## WORK ITEM
Please report how many lines of the data include the word "Walk", with the number as the entire reply.

------ RECORDS FOR THE TASK ------

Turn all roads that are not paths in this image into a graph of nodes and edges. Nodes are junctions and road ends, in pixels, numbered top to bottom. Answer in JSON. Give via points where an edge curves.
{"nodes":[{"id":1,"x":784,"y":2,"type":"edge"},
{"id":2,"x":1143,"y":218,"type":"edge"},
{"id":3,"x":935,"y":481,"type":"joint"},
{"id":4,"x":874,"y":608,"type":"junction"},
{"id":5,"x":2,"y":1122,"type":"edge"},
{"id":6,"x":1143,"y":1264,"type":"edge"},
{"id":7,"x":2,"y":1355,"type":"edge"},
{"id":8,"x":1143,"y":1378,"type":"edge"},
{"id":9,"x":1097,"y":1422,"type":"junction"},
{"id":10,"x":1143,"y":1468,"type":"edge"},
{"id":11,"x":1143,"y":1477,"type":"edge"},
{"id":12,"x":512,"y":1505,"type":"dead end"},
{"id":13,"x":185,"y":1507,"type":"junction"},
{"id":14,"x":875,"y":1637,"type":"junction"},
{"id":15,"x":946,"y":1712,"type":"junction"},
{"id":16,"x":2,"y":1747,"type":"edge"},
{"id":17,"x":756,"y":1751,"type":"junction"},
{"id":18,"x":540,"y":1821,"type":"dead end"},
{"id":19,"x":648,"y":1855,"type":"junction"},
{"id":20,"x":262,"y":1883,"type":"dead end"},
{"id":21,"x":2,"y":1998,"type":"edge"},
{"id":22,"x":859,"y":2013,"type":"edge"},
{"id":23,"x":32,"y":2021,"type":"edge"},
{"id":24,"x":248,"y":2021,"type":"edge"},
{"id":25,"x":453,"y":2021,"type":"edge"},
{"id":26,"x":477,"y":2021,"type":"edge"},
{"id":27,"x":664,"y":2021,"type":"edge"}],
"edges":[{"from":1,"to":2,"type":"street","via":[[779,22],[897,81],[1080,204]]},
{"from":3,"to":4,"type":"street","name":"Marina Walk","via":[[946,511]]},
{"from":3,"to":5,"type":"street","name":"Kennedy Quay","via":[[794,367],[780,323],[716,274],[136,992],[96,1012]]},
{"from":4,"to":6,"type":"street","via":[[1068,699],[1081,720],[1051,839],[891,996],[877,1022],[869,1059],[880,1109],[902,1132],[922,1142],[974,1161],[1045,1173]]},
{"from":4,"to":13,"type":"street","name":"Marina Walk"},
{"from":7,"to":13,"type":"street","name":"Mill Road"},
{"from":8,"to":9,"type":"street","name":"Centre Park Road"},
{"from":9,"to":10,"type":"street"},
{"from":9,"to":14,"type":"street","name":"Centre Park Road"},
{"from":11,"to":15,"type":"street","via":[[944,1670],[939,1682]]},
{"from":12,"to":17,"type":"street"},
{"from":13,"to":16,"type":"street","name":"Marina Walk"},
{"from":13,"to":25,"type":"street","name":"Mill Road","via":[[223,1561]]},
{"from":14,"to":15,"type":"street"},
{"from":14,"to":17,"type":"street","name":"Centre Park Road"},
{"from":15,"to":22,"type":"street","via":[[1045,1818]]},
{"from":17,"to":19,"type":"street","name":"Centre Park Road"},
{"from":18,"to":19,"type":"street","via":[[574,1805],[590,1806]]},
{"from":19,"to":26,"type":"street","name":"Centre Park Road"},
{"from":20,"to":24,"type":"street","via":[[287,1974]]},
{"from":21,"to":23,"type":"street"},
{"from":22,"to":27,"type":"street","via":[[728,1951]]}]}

------

## OUTPUT BELOW
3